Recebi as tuas mensagens e vou-te fazer uma gracinha. Por favor nao leves a mal. A cerca das tuas lembrancas estou-me agora a lembrar
dos Oliveiras do vale de Lahane, que encontrei em Setubal, e de quem
era muito amigo.

um abraco

Mau Lear

Anónimo disse...

Mau Lear

E claro que me lembro.Do Fernando, Francisco, Nelio, Octavio e das raparigas.A mae a D. Matilde e o pai Sr. Oliveira, que mais tarde se mudaram para a casa que construiram ao lado de onde era a a unica farmacia privada(do Sr. Ricardo), nao contando com a do Mao Deruk e da do estado onde trabalhava a farmaceutica filha do Sr. Fonseca,(moreninho carregado).No vale moravam os tambem os Faiscas, entre outros.
Havia um cabo portugues da tropa que se casou com uma moca chinesa, ficou la a trabalhar na pecuaria, que era muito amigo dos Oliveiras.O Octavio era o meu mate, especialmente no tempo quando ele namoriscava a Olinda.(filha do falecido trinta cabelos).Como ves sou uma enciclopedia pronta a desfolhar.

Um Abraco

Mau Dick

Anónimo disse...

Mau Lear

E os Tavares.Lembras-te do Jacare?

Um Abraco
(Estes nao pagam imposto)

Mau Dick

Mau Lear disse...

Da tourada da Maloa, também me lembro, mas foi uma vacada, e uma barracada, e os únicos que fizeram alguma coisa foram os irmãos Lopes do Suai. E quanto a Amalia e Flavia (irmã da Bebe), e a filha do Fonseca (moreninho carregado). Era muito bonita (tas a ver). Lembro-me deles, especialmente delas.
Lembro-me bem do Jacaré e do resto da família.

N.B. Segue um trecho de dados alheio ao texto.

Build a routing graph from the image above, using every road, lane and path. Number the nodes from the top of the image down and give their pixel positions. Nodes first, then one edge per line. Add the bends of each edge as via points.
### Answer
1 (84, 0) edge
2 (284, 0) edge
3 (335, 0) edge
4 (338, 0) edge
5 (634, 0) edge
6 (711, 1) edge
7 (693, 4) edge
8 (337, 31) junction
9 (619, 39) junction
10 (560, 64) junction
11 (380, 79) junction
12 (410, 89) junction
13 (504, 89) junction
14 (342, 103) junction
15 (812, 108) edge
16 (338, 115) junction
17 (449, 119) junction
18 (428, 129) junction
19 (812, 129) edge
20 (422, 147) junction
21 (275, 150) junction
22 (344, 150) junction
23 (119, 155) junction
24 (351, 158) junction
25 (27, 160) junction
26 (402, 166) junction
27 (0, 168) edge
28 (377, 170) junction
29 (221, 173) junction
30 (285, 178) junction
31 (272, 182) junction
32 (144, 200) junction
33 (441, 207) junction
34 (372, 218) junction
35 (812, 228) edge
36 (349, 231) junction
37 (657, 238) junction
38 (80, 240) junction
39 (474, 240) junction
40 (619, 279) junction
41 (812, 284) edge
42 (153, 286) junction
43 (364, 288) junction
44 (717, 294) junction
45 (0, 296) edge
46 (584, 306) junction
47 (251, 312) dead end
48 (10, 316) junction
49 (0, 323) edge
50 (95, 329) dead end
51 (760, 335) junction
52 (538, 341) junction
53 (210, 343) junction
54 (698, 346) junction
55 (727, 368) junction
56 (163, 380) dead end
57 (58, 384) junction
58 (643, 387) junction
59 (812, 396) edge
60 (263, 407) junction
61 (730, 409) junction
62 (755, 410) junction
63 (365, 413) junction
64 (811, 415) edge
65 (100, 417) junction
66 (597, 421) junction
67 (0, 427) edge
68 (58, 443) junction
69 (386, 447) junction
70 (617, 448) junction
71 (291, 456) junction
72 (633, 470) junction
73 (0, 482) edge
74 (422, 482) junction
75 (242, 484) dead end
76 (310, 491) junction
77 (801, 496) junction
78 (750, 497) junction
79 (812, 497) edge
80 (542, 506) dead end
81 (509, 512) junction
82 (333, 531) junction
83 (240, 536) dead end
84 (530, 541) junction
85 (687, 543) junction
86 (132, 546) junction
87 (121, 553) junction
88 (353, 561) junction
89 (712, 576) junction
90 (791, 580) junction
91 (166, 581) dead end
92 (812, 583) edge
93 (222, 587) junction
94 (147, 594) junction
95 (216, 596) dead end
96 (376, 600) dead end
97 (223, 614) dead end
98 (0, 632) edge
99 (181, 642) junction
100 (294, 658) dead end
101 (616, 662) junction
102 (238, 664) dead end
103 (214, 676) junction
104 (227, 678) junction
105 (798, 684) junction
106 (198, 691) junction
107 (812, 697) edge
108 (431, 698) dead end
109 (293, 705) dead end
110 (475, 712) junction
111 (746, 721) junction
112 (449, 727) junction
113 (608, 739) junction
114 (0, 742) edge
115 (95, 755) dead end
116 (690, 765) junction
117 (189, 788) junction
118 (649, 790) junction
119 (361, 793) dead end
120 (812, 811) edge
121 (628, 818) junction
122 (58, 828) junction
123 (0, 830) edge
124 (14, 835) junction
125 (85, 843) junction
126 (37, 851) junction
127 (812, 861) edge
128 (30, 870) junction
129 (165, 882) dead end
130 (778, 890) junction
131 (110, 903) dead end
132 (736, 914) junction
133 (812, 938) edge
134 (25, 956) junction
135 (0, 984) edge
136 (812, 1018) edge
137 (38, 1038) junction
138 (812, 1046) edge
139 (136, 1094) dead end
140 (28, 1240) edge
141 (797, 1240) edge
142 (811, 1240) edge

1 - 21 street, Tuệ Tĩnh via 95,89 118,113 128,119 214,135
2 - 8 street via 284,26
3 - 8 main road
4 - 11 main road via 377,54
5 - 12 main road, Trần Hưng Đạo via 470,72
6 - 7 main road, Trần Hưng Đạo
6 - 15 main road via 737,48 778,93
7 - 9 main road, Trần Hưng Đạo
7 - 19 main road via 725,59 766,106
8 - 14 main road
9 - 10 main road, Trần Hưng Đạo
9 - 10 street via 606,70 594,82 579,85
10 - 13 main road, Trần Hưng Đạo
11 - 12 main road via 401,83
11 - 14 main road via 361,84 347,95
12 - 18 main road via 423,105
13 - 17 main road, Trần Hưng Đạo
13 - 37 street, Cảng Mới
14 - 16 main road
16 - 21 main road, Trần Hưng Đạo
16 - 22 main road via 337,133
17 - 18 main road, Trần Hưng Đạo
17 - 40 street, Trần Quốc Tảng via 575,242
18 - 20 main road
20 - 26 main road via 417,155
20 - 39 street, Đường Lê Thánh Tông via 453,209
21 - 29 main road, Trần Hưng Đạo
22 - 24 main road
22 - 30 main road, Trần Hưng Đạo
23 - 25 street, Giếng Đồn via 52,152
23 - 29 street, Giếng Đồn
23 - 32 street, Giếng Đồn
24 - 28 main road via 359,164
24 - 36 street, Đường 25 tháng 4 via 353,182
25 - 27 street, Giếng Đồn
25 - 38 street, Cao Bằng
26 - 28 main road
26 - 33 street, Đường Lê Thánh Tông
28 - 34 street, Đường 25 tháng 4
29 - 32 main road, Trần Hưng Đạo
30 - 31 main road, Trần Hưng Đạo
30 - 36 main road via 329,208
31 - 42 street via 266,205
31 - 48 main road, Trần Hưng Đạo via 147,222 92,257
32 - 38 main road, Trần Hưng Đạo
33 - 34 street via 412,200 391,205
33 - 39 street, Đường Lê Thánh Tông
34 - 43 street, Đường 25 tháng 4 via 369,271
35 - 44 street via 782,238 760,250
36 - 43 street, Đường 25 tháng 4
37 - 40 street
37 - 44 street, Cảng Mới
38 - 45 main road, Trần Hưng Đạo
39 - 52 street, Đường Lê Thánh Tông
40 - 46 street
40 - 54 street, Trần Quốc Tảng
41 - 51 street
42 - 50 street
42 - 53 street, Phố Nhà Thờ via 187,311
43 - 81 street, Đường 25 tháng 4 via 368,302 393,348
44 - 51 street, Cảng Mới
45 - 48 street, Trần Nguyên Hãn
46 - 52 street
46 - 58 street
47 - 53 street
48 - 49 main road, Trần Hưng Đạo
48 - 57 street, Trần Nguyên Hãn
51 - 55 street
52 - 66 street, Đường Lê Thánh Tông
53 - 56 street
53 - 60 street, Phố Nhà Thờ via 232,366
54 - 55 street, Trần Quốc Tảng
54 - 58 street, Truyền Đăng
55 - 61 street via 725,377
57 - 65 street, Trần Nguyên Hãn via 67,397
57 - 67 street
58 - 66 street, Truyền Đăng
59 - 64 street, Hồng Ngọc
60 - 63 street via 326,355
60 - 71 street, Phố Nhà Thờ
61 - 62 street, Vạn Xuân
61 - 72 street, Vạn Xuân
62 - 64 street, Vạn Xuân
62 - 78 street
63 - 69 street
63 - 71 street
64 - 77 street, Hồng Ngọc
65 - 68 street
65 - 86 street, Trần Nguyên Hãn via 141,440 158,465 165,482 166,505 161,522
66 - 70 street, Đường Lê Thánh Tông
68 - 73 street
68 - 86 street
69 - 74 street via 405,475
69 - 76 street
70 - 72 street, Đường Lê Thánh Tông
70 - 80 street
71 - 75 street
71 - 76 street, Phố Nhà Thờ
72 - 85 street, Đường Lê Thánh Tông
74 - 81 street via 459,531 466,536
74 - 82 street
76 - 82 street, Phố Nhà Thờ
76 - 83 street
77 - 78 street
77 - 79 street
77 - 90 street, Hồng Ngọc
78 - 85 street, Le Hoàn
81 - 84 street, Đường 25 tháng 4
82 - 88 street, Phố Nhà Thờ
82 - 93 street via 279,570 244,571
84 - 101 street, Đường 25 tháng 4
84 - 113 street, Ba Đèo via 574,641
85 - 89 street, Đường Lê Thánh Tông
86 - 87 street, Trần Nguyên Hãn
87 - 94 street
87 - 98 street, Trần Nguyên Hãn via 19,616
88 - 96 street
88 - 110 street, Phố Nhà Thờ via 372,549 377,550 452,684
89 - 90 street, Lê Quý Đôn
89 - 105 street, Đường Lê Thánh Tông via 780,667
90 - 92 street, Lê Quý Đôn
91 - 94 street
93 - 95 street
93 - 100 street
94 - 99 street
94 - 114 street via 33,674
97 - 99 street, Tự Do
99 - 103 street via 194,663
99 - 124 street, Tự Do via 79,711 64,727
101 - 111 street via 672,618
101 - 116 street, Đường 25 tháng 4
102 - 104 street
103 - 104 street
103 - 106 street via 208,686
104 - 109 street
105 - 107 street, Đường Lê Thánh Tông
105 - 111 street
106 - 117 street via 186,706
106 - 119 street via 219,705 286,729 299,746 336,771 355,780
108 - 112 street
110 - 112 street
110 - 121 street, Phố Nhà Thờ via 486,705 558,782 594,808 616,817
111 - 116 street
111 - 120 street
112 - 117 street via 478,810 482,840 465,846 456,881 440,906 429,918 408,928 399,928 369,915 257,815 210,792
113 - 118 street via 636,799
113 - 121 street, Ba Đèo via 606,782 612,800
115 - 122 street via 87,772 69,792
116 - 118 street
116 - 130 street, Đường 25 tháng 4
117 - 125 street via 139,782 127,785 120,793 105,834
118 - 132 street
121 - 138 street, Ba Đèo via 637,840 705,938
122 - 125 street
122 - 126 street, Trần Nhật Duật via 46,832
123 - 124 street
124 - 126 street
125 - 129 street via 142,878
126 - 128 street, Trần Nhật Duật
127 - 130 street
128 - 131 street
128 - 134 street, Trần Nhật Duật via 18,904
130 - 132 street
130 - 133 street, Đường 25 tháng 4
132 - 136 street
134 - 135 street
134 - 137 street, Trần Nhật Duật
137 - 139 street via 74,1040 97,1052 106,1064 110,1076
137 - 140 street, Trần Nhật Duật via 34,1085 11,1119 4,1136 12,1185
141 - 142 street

E que me dizes a BALIDE e MASCARENHAS?

Um abraço
(com imposto por ser especial)

Mau Lear

Mau Dick disse...

Mau Lear

De Balide, lembro-me dos Goncalves
(Ana Severina), e do posto de segunda linha ao cantinho , do colegio das madres(mama mia, que recordacoes), do padre Brito, da familia Menezes, dos Santos, dos Ricardos.Dos Macarenhas, foram meus colegas o Fernando,o Frederico de Hatolia, dos Goncalves, o Fernando(o puto filas).Do quintal Mascarenhas era o local com mais dedicatorias do programa musica a seu gosto, de que eu preparava os pedidos, escolhia os discos e a minha vizinha vai a praca e nao leva vintem, mas na volta tras feijao e massa, algum feitico a vizinha tem.
Um Abraco
(A preco de saldos)

Mau Dick

Mau Lear disse...

Mau Dick

Gostaria de abrir a tua enciclopedia na Letra A e procurar a palavra ARLINDO, que me diria ela?
UM ABRACAO


Mau Lear

Mau Dick disse...

Mau Lear

Arlindo,(Martins) conheci-o ha muitos anos.Irmao da D.Albertina,D.Fernanda e da Lurdes(Baessa) que trabalhava na SOTA, no tempo do Sr.Antero.Outro era Marcal,condutor dos Servicos de Educacao de Timor.Havia um Arlindo que era monitor escolar, de que nao me lembra o apelido.

Um Abraco

Mau Lear disse...

Amigo MAU DICK

Agradeco a informacao da tua enciclopedia so que acho que tem menos um e por sinal era o que eu procurava.

Mas nao fz mal vou continuar a procura'-lo.

Um abracao

Mau Lear

Anónimo disse...

Mau Lear

O outro Arlindo es tu.
So que eu me fiz de despercebido e tu mordeste a isca desta vez.